DATA PROVIDED:
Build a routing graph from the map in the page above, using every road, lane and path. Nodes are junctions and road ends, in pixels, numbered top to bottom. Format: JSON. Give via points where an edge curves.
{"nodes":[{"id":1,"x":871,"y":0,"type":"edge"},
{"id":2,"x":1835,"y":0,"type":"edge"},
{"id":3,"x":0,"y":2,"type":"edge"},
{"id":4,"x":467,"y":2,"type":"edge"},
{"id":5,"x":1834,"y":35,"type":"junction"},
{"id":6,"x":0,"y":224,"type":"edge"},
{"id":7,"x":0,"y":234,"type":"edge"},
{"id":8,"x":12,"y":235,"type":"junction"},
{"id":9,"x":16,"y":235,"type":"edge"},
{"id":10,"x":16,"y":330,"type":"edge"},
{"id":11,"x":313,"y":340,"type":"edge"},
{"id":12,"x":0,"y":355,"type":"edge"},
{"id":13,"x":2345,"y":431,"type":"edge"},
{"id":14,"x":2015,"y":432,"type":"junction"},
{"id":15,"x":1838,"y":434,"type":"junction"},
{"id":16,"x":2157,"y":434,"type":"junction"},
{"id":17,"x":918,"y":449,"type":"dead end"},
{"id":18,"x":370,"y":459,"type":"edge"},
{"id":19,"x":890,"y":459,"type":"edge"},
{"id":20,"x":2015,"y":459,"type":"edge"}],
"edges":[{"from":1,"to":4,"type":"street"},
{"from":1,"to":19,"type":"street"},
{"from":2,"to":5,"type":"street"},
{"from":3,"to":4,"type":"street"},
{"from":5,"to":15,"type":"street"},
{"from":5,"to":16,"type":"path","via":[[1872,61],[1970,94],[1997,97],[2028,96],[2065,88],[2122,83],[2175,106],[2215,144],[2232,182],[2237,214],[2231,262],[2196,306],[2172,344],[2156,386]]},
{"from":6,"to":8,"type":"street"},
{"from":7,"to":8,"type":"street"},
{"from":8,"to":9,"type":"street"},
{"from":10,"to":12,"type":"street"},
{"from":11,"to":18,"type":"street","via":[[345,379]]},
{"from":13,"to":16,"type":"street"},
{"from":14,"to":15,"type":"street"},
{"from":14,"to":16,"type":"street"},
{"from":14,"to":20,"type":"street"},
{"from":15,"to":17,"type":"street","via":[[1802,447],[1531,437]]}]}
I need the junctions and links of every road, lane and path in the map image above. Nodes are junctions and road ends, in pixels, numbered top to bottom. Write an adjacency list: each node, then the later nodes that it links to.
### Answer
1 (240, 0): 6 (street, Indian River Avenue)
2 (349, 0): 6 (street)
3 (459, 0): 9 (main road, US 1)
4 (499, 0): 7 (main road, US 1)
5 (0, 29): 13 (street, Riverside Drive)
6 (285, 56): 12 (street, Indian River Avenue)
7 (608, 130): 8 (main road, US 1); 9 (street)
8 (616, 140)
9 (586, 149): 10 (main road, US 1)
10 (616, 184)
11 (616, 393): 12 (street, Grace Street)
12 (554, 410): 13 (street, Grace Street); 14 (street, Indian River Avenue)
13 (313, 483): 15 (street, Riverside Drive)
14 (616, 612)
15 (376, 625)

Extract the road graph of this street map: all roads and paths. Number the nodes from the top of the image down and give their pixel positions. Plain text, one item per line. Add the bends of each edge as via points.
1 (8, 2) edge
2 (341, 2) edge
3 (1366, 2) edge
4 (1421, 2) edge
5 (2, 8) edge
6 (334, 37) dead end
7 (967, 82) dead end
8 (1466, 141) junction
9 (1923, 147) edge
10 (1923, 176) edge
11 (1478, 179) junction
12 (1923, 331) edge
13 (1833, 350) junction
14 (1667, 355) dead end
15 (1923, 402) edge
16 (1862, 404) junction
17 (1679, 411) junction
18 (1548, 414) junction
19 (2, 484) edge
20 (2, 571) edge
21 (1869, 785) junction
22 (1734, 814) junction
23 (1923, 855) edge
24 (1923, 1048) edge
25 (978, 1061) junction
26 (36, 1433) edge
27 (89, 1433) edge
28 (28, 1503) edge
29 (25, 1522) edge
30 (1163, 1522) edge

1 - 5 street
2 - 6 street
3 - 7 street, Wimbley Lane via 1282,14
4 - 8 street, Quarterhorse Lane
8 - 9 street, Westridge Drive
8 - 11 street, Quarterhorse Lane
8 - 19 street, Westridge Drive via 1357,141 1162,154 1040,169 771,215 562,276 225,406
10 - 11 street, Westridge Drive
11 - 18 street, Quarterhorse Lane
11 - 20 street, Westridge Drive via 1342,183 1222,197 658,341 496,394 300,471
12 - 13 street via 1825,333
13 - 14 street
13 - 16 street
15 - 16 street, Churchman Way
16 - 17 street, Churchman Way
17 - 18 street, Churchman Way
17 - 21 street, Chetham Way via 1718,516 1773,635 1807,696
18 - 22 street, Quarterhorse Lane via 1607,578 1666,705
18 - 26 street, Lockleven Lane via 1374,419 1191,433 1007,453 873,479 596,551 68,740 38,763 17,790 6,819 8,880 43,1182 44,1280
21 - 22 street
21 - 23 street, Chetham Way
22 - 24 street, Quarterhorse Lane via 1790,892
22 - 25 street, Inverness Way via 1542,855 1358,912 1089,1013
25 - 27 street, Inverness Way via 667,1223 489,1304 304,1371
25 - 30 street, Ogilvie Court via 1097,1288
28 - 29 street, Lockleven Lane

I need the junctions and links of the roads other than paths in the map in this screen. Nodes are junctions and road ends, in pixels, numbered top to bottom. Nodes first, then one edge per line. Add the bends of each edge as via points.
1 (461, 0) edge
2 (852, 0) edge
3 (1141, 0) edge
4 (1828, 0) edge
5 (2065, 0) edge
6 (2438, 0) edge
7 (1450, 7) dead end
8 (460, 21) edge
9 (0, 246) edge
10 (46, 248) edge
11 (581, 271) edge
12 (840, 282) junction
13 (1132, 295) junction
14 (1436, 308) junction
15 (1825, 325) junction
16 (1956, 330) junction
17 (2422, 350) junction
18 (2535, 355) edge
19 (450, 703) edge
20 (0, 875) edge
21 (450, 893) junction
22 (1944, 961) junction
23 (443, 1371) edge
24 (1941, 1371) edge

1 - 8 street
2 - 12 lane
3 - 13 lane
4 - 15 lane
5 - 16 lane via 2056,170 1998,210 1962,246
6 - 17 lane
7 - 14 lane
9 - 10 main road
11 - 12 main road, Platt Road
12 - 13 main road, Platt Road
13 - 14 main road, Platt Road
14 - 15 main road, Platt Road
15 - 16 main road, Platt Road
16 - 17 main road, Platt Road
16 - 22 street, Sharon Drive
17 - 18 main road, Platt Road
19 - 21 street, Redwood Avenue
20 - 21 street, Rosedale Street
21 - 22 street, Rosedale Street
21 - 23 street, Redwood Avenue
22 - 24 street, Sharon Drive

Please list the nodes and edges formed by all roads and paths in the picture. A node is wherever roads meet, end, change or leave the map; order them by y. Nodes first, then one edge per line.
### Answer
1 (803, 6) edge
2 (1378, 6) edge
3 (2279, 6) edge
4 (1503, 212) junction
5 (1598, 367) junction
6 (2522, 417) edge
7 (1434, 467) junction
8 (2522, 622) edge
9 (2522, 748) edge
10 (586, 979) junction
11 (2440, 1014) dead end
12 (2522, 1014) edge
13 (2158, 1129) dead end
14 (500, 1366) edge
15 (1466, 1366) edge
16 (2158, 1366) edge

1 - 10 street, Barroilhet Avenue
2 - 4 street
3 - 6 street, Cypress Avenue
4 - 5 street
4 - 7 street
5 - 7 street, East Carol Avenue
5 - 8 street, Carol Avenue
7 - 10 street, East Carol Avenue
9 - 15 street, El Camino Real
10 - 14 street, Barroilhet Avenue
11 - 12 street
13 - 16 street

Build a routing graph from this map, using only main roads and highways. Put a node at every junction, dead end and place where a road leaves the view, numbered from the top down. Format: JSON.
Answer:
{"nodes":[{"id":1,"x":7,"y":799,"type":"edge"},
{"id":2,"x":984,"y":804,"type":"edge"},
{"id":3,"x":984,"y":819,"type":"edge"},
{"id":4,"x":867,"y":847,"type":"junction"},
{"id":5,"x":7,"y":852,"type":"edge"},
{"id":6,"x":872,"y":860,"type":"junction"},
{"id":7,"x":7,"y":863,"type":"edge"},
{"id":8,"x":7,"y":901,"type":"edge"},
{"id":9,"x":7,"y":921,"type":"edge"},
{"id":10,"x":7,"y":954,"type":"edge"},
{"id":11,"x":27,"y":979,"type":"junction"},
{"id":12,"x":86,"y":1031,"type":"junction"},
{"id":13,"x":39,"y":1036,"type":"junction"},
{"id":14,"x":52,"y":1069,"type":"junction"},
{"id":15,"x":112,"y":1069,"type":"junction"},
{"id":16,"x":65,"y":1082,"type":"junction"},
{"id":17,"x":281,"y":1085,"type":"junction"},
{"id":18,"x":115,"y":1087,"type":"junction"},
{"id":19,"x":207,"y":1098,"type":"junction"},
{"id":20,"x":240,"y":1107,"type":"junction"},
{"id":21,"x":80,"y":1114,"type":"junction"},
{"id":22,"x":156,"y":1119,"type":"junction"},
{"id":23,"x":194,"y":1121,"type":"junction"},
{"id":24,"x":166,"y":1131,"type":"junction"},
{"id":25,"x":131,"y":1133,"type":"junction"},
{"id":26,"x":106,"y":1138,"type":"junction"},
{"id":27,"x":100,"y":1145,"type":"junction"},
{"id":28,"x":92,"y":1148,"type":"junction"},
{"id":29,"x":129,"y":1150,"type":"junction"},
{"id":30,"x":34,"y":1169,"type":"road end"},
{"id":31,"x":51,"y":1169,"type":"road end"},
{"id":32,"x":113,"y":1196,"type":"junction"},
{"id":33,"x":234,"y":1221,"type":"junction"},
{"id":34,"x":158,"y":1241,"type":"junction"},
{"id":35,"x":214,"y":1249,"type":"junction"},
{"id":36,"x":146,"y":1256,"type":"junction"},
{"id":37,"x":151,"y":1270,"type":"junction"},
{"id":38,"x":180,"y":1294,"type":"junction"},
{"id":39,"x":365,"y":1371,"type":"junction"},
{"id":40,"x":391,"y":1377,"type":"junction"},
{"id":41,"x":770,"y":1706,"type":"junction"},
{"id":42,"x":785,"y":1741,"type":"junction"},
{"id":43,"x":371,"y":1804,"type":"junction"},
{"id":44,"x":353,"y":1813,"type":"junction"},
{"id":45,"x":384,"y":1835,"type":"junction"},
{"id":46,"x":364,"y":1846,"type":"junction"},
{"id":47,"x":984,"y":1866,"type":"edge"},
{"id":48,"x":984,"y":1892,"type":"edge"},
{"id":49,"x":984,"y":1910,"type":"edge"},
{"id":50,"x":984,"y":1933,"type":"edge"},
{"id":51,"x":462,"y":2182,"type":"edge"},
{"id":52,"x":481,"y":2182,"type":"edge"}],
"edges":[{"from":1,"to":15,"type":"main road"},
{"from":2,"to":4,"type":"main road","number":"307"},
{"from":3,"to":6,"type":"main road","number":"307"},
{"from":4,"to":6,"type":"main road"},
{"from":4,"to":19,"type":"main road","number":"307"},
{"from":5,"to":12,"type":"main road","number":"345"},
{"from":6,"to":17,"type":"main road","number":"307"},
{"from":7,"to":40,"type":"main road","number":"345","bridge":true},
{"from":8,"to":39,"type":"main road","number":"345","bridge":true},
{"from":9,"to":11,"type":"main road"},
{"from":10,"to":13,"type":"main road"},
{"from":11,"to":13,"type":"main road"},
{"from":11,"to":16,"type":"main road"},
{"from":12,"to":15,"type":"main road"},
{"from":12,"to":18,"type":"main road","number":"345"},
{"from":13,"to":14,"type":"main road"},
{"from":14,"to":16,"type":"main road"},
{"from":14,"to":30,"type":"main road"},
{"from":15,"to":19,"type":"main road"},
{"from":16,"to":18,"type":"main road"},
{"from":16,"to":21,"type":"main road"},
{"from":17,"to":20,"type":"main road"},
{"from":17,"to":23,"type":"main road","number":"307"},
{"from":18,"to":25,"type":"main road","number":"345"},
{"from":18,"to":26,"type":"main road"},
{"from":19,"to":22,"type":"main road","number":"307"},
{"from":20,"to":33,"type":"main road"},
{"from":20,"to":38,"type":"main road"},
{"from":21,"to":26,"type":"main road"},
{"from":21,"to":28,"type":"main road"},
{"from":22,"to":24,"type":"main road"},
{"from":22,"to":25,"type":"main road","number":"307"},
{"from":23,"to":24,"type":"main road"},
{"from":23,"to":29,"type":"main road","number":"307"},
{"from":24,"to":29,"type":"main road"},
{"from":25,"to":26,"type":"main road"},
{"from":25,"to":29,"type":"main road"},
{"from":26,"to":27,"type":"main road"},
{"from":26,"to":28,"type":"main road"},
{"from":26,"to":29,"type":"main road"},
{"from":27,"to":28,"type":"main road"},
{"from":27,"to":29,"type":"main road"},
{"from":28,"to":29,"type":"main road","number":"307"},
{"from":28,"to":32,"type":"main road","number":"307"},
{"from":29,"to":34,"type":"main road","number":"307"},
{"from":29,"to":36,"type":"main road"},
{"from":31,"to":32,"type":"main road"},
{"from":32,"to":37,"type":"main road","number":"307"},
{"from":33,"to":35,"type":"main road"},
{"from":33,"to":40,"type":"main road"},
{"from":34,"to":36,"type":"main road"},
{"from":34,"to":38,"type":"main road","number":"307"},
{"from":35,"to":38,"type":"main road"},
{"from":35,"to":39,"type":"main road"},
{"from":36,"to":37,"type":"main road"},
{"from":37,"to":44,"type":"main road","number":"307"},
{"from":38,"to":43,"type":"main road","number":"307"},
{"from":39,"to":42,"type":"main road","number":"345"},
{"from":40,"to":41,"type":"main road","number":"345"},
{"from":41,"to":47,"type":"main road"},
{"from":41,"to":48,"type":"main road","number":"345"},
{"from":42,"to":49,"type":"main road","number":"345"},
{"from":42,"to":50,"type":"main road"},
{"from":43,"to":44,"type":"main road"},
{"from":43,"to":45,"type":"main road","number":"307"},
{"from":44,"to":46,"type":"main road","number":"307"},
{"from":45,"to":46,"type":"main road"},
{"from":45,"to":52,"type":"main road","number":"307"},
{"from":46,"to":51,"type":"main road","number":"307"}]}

TASK PROMPT: Copy each line above that contains the string "numbered".

YOUR RESPONSE:
Build a routing graph from the map in the page above, using every road, lane and path. Nodes are junctions and road ends, in pixels, numbered top to bottom. Format: JSON. Give via points where an edge curves.
I need the junctions and links of every road, lane and path in the map image above. Nodes are junctions and road ends, in pixels, numbered top to bottom. Write an adjacency list: each node, then the later nodes that it links to.
I need the junctions and links of the roads other than paths in the map in this screen. Nodes are junctions and road ends, in pixels, numbered top to bottom. Nodes first, then one edge per line. Add the bends of each edge as via points.
Build a routing graph from this map, using only main roads and highways. Put a node at every junction, dead end and place where a road leaves the view, numbered from the top down. Format: JSON.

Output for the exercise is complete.